I'm continuing to read The Nun of Kenmare, the autobiography of our groovy founder Margaret Anna Cusack.
No doubt if I had less used the gifts which God has given me, and had kept silent when I saw oppression, and had not spoken out when I saw the sufferings of the poor, and had observed a respectable mediocrity in well-doing, I should now have applause where I receive condemnation; I should have now good will where I found only opposition. Above all, if I had devoted my life to the service of the rich, my success would certainly have been great here if not hereafter. - Margaret Anna Cusack, The Nun of Kenmare 1889.
Strong words. Margaret Anna wrote this autobiography after many years of opposition to her work and speaking out on behalf of the poor of Ireland, especially women. As a woman herself, she was often accused of meddling in politics. In 1888 she felt she had no choice but to leave the community she founded to save it, as her reputation and the forces against her were making it impossible for the Sisters to go about their work for Irish immigrant women.
I believe, however, that it will be yet an immense success, for I leave it in the hands of sisters who are capable of making it such. And I hope the interest which will be revived when the injustice with which I have been treated is known, will help to establish the sisters firmly in their great work. For myself, I only desire to pass out of sight altogether, and to offer my defeat for their success.
There is a definite bitter edge to her words in this book. In some respects, she is like a wounded animal lashing out at anyone who had harmed or injured her in the previous 30 years.

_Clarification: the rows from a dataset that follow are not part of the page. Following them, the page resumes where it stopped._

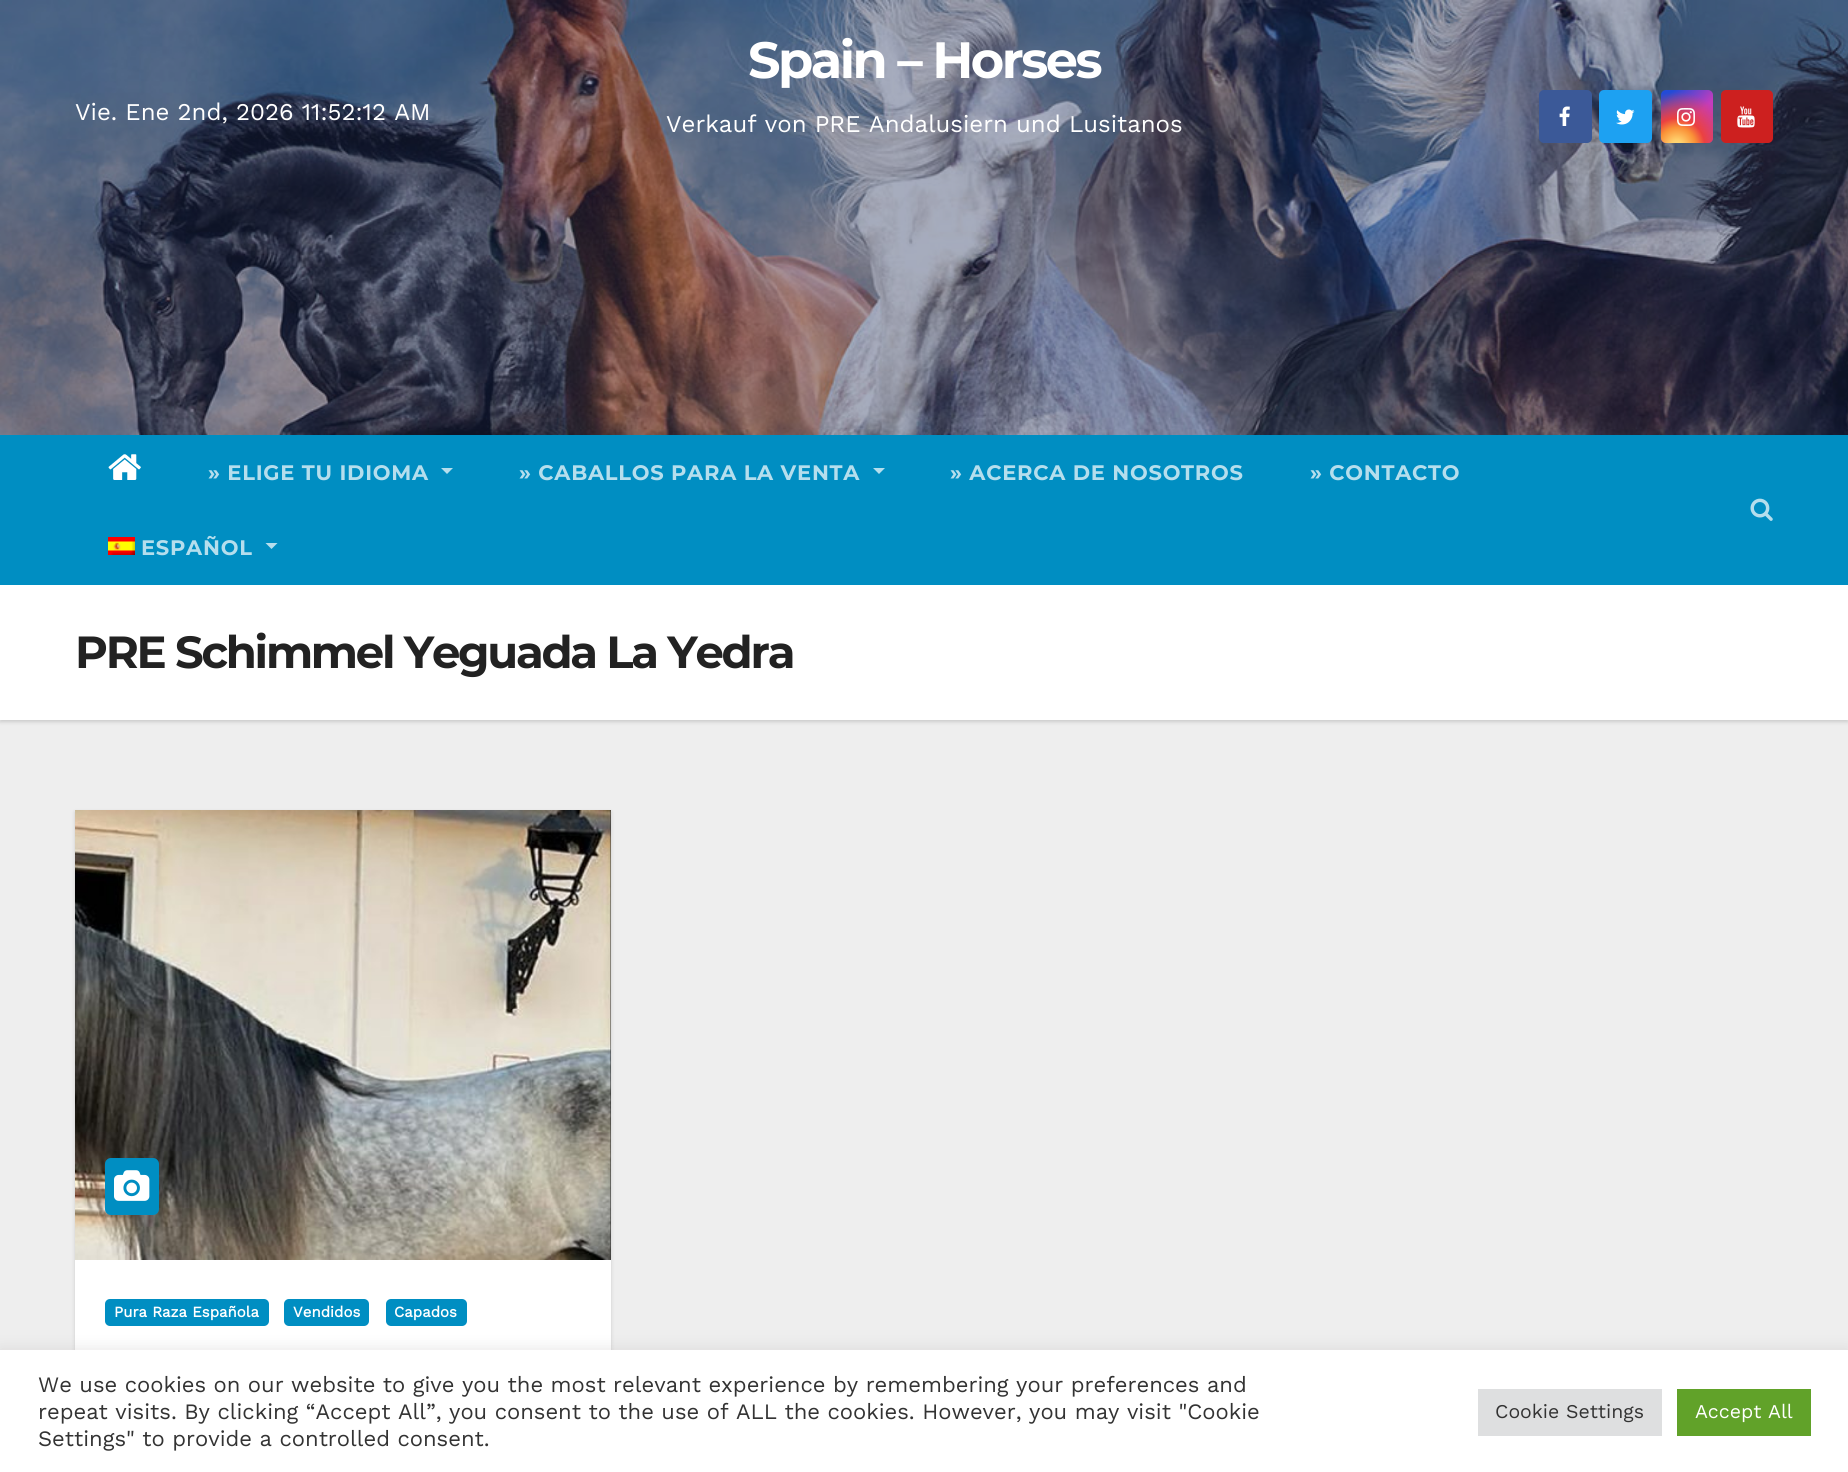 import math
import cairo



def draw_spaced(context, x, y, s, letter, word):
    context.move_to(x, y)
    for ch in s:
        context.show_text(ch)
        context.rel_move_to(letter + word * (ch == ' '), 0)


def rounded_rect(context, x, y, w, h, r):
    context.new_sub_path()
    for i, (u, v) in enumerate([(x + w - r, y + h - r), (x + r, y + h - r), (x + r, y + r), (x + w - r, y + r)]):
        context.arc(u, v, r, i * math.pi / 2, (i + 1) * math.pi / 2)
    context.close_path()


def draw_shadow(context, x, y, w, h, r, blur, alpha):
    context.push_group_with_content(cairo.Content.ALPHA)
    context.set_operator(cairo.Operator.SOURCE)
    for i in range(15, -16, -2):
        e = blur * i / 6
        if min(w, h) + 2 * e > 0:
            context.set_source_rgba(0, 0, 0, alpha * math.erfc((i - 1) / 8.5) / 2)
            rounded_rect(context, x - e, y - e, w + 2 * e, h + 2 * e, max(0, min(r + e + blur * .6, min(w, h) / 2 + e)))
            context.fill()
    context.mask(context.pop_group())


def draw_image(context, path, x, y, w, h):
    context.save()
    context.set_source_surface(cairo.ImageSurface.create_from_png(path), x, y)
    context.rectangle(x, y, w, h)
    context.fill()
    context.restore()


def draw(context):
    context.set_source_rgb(238 / 255, 238 / 255, 238 / 255)
    context.paint()
    draw_image(context, "images/1.png", 0, 0, 1848, 435)
    context.set_source_rgb(59 / 255, 89 / 255, 152 / 255)
    rounded_rect(context, 1539, 90, 53, 53, 5)
    context.fill()
    draw_image(context, "images/2.png", 1559, 106, 11, 20)
    context.set_source_rgb(29 / 255, 161 / 255, 242 / 255)
    rounded_rect(context, 1599, 90, 53, 53, 5)
    context.fill()
    draw_image(context, "images/3.png", 1616, 109, 19, 16)
    gradient = cairo.LinearGradient(1661, 90, 1713, 143)
    gradient.add_color_stop_rgba(0.12, 35 / 255, 75 / 255, 215 / 255, 1)
    gradient.add_color_stop_rgba(0.58, 195 / 255, 60 / 255, 190 / 255, 1)
    context.set_source(gradient)
    rounded_rect(context, 1661, 90, 52, 53, 5)
    context.fill()
    gradient = cairo.RadialGradient(1677, 146, 0, 1677, 146, 66)
    gradient.add_color_stop_rgba(0, 1, 225 / 255, 125 / 255, 1)
    gradient.add_color_stop_rgba(0.1, 1, 205 / 255, 105 / 255, 1)
    gradient.add_color_stop_rgba(0.28, 250 / 255, 145 / 255, 55 / 255, 1)
    gradient.add_color_stop_rgba(0.42, 235 / 255, 65 / 255, 65 / 255, 1)
    gradient.add_color_stop_rgba(0.82, 235 / 255, 65 / 255, 65 / 255, 0)
    context.set_source(gradient)
    rounded_rect(context, 1661, 90, 52, 53, 5)
    context.fill()
    draw_image(context, "images/4.png", 1677, 108, 18, 18)
    context.set_source_rgb(205 / 255, 32 / 255, 31 / 255)
    rounded_rect(context, 1721, 90, 52, 53, 5)
    context.fill()
    draw_image(context, "images/5.png", 1737, 106, 18, 22)
    context.set_source_rgb(0, 0, 0)
    draw_shadow(context, 0, 587, 1848, 135, 0, 2, 0.15)
    context.set_source_rgb(0, 142 / 255, 194 / 255)
    context.rectangle(0, 435, 1848, 150)
    context.fill()
    draw_image(context, "images/6.png", 108, 454, 33, 26)
    context.set_source_rgb(181 / 255, 222 / 255, 237 / 255)
    context.new_path()
    context.move_to(441, 468)
    context.line_to(453, 468)
    context.line_to(447, 474)
    context.close_path()
    context.fill()
    context.new_path()
    context.move_to(873, 468)
    context.line_to(885, 468)
    context.line_to(879, 474)
    context.close_path()
    context.fill()
    draw_image(context, "images/7.png", 108, 537, 27, 18)
    context.new_path()
    context.move_to(265.5, 543)
    context.line_to(277.5, 543)
    context.line_to(271.5, 549)
    context.close_path()
    context.fill()
    draw_image(context, "images/8.png", 1750, 498, 23, 23)
    context.set_source_rgb(1, 1, 1)
    context.rectangle(0, 585, 1848, 135)
    context.fill()
    context.set_source_rgb(0, 0, 0)
    draw_shadow(context, 75, 812, 536, 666, 0, 2, 0.15)
    context.set_source_rgb(1, 1, 1)
    context.rectangle(75, 1260, 536, 90)
    context.fill()
    context.set_source_rgb(51 / 255, 51 / 255, 51 / 255)
    context.rectangle(610, 810, 1, 450)
    context.fill()
    draw_image(context, "images/9.png", 75, 810, 536, 450)
    context.set_source_rgb(0, 142 / 255, 194 / 255)
    rounded_rect(context, 105, 1158, 54, 57, 6)
    context.fill()
    draw_image(context, "images/10.png", 114, 1170, 36, 31)
    rounded_rect(context, 105, 1299, 164, 27, 5)
    context.fill()
    rounded_rect(context, 284, 1299, 85, 27, 5)
    context.fill()
    rounded_rect(context, 386, 1299, 81, 27, 5)
    context.fill()
    context.set_source_rgb(172 / 255, 171 / 255, 171 / 255)
    draw_shadow(context, 0, 1349, 1848, 123, 0, 7.5, 0.3)
    context.set_source_rgb(1, 1, 1)
    context.rectangle(0, 1350, 1848, 122)
    context.fill()
    context.set_source_rgb(222 / 255, 223 / 255, 224 / 255)
    context.rectangle(1478, 1389, 184, 47)
    context.fill()
    context.set_source_rgb(97 / 255, 162 / 255, 41 / 255)
    context.rectangle(1677, 1389, 134, 47)
    context.fill()
    context.select_font_face("Work Sans")
    context.set_font_size(24)
    context.set_source_rgb(1, 1, 1)
    context.move_to(75, 120)
    context.show_text("Vie. Ene 2nd, 2026 11:52:12 AM")
    context.select_font_face("Montserrat", cairo.FontSlant.NORMAL, cairo.FontWeight.BOLD)
    context.set_font_size(51)
    draw_spaced(context, 748, 78, "Spain – Horses", -2.5, 0)
    context.select_font_face("Work Sans")
    context.set_font_size(24)
    context.move_to(666, 132)
    context.show_text("Verkauf von PRE Andalusiern und Lusitanos")
    context.select_font_face("Montserrat", cairo.FontSlant.NORMAL, cairo.FontWeight.BOLD)
    context.set_font_size(21)
    context.set_source_rgb(181 / 255, 222 / 255, 237 / 255)
    draw_spaced(context, 208, 480, "» ELIGE TU IDIOMA", 0.75, 0)
    draw_spaced(context, 519, 480, "» CABALLOS PARA LA VENTA", 0.75, 0)
    draw_spaced(context, 950, 480, "» ACERCA DE NOSOTROS", 0.75, 0)
    draw_spaced(context, 1310, 480, "» CONTACTO", 0.75, 0)
    draw_spaced(context, 141, 555, "ESPAÑOL", 0.75, 0)
    context.set_font_size(45)
    context.set_source_rgb(34 / 255, 34 / 255, 34 / 255)
    draw_spaced(context, 75, 668, "PRE Schimmel Yeguada La Yedra", -2.25, 0)
    context.select_font_face("Work Sans", cairo.FontSlant.NORMAL, cairo.FontWeight.BOLD)
    context.set_font_size(15)
    context.set_source_rgb(1, 1, 1)
    context.move_to(114, 1317)
    context.show_text("Pura Raza Española")
    context.move_to(293, 1317)
    context.show_text("Vendidos")
    context.move_to(394, 1317)
    context.show_text("Capados")
    context.select_font_face("Work Sans")
    context.set_font_size(22)
    context.set_source_rgb(51 / 255, 51 / 255, 51 / 255)
    context.move_to(38, 1392)
    context.show_text("We use cookies on our website to give you the most relevant experience by remembering your preferences and")
    context.move_to(38, 1419)
    context.show_text("repeat visits. By clicking “Accept All”, you consent to the use of ALL the cookies. However, you may visit \"Cookie")
    context.move_to(38, 1446)
    context.show_text("Settings\" to provide a controlled consent.")
    context.set_font_size(19.5)
    context.move_to(1495, 1418)
    context.show_text("Cookie Settings")
    context.set_source_rgb(1, 1, 1)
    context.move_to(1695, 1418)
    context.show_text("Accept All")


surface = cairo.ImageSurface(cairo.Format.RGB24, 1848, 1472)
context = cairo.Context(surface)
options = cairo.FontOptions()
options.set_hint_metrics(cairo.HintMetrics.OFF)
options.set_hint_style(cairo.HintStyle.NONE)
context.set_font_options(options)
context.set_miter_limit(4)
draw(context)
surface.write_to_png("out.png")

In a letter to the Cardinal of New York asking (futiley it turns out) for an audience, she wrote:
I am no saint, but your eminence has read the lives of the saints, and you know how often and how cruelly the founders of religious orders were belied and misrepresented even by good people.
The good Cardinal and his successor refused the audience based on her reputation ... for 3 years. The Bishop of Newark, NJ welcomed Margaret Anna and the good works of her Sisters, which is why I sit here now on the shores of the Hudson River looking out at the City that rejected her. I've known this story, but I hadn't realized how much opposition she'd faced prior to her arrival in America. It's enough to fill almost 400 pages of her book! No wonder she was frustrated.

In the end, I am left as a Novice to a community without a "Saint" foundress. Margaret Anna was too real to ever be a saint, which was something she herself certainly seemed to be aware of. Her life was messy. Her story is complicated. She had tremendous gifts and like the rest of us she had her shadow side as well. In a nutshell, she was real. As are the women who follow in her footsteps today.

Her "failure" in the end is a success. The community flourished in the years after her departure just as she hoped, and here we are today facing the future, as our constitutions say, with gratitude and hope.